We don’t know exactly why Mr. Boehner didn’t respond to the president’s offer with a real counteroffer and instead offered something ludicrous — a “Plan B” that, according to the nonpartisan Tax Policy Center, would actually raise taxes for a number of lower- and middle-income families, while cutting taxes for almost half of those in the top 1 percent. The effect, however, has to have been to disabuse the Obama team of any illusions that they were engaged in good-faith negotiations.
 
Mr. Boehner had evident problems getting his caucus to support Plan B, and he took the plan off the table Thursday night; it would have modestly raised taxes on the really wealthy, the top 0.1 percent, and even that was too much for many Republicans. This means that any real deal with Mr. Obama would be met with mass G.O.P. defections; so any such deal would require overwhelming Democratic support, a fact that empowers progressives ready to bolt if they think the president is giving away too much.
 
As in 2011, then, the Republican crazies are doing Mr.

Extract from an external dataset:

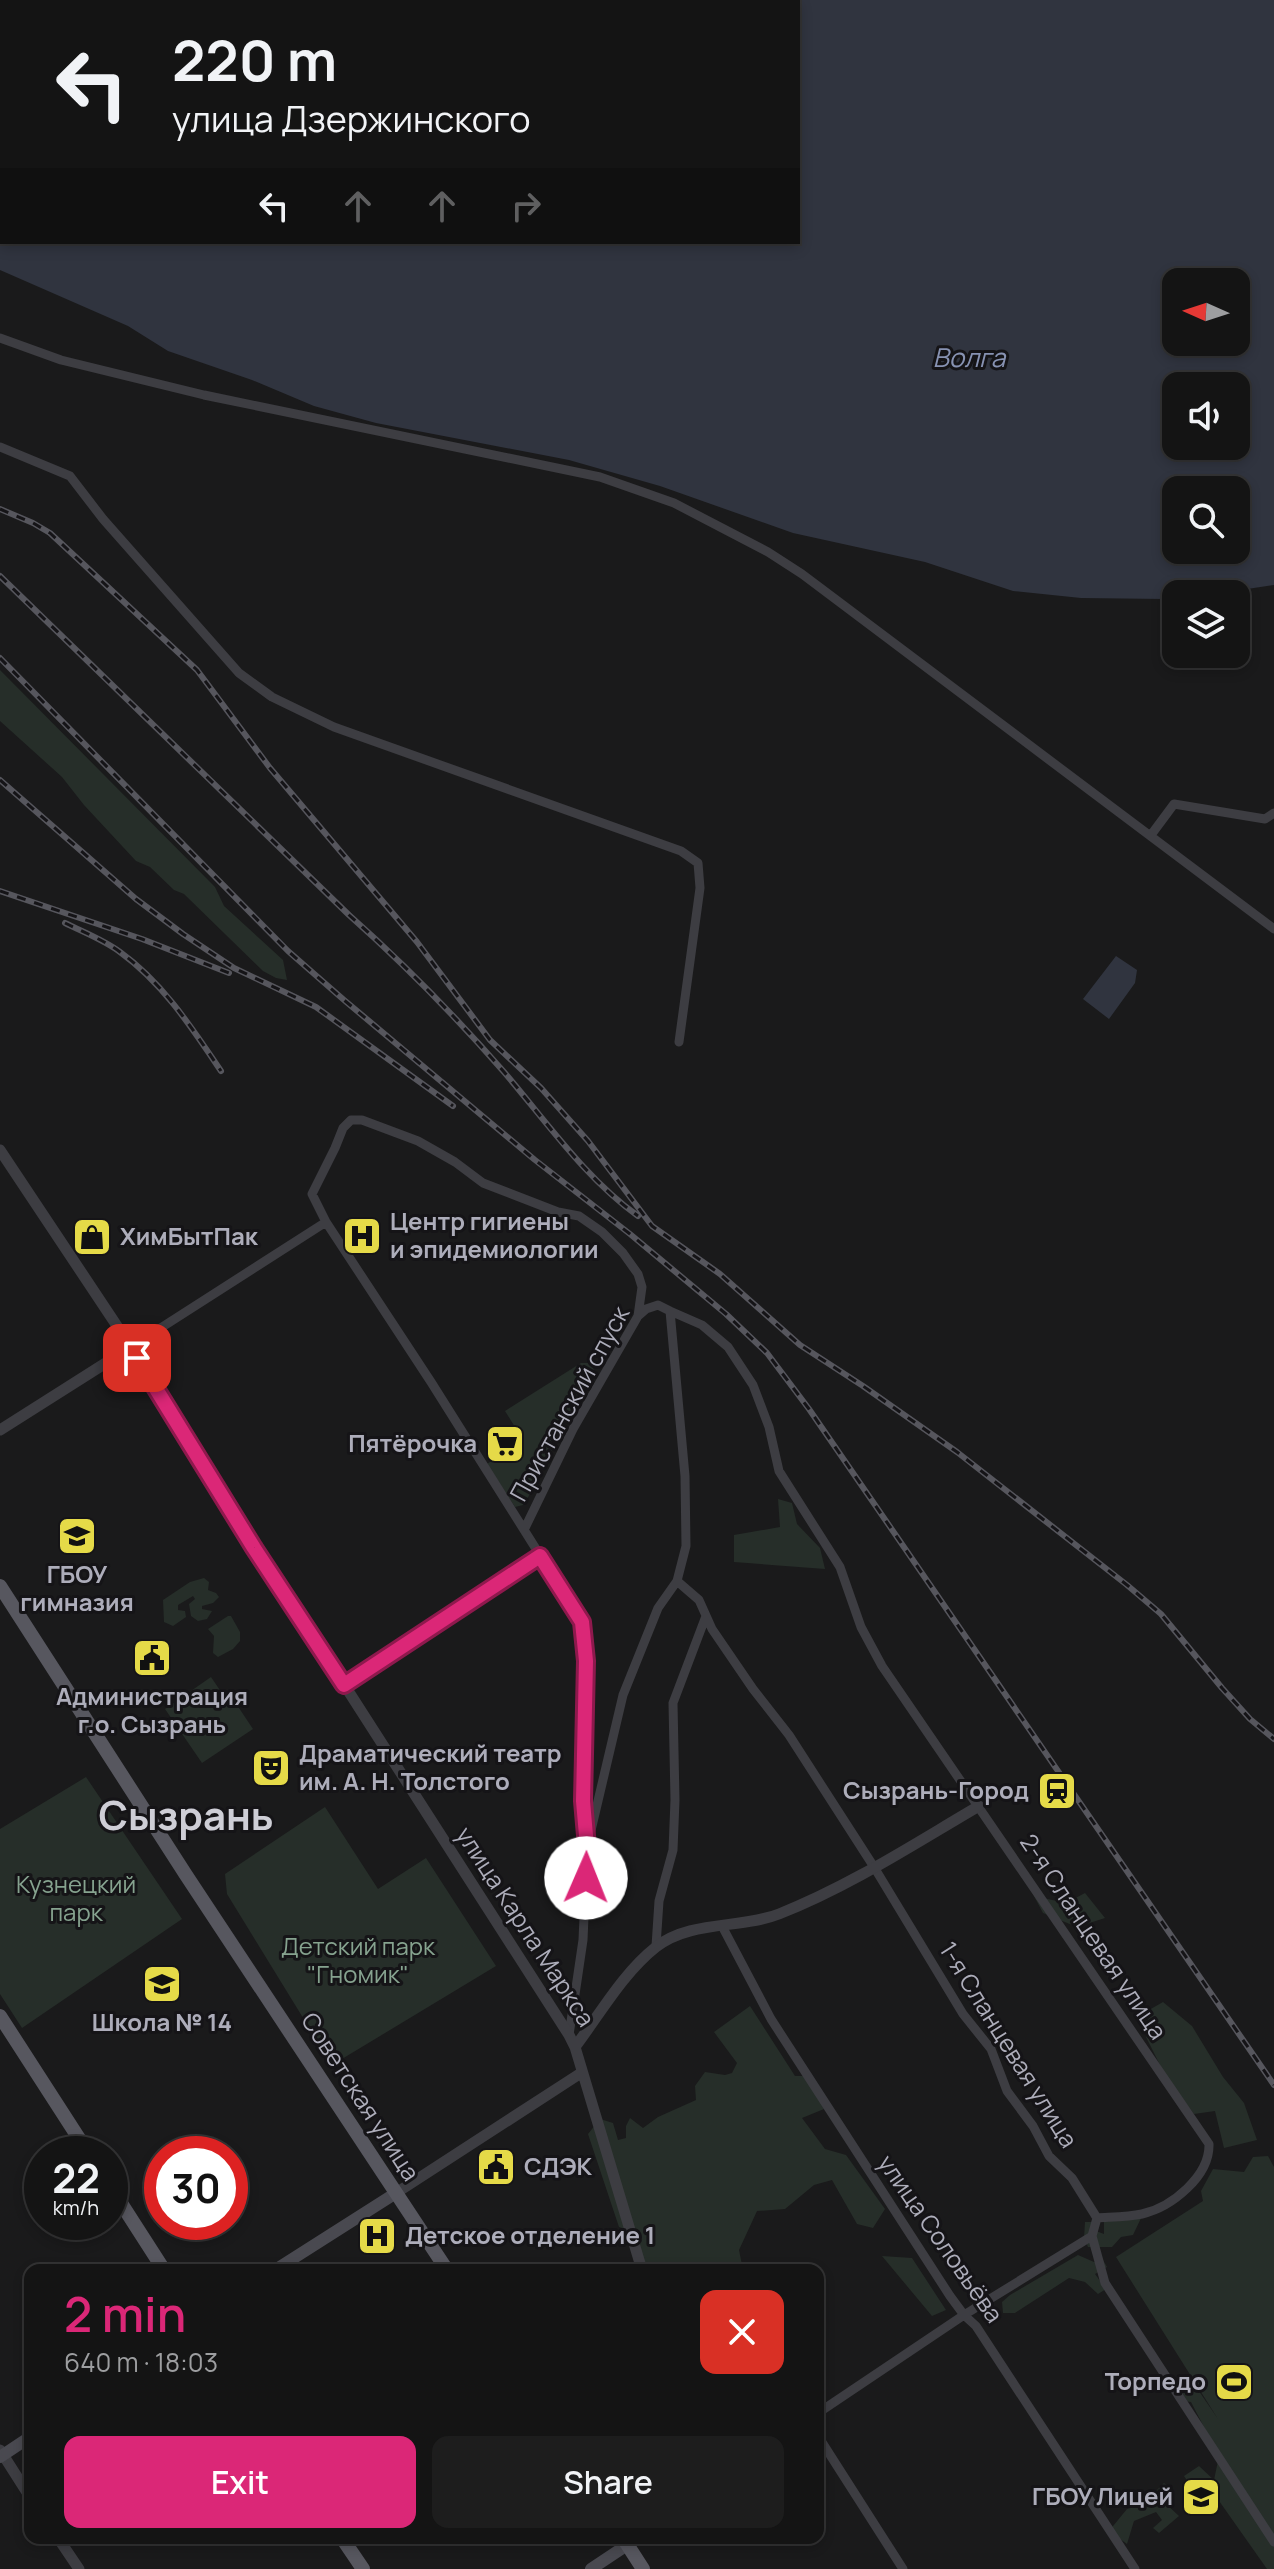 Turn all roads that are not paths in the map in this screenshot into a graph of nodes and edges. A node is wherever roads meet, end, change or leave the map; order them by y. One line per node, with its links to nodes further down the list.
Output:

Obama a favor, heading off any temptation he may have felt to give away the store in pursuit of bipartisan dreams.
 
And there’s a broader lesson here. This is no time for a Grand Bargain, because the Republican Party, as now constituted, is just not an entity with which the president can make a serious deal. If we’re going to get a grip on our nation’s problems — of which the budget deficit is a minor part — the power of the G.O.P.’s extremists, and their willingness to hold the economy hostage if they don’t get their way, needs to be broken. And somehow I don’t think that’s going to happen in the next few days.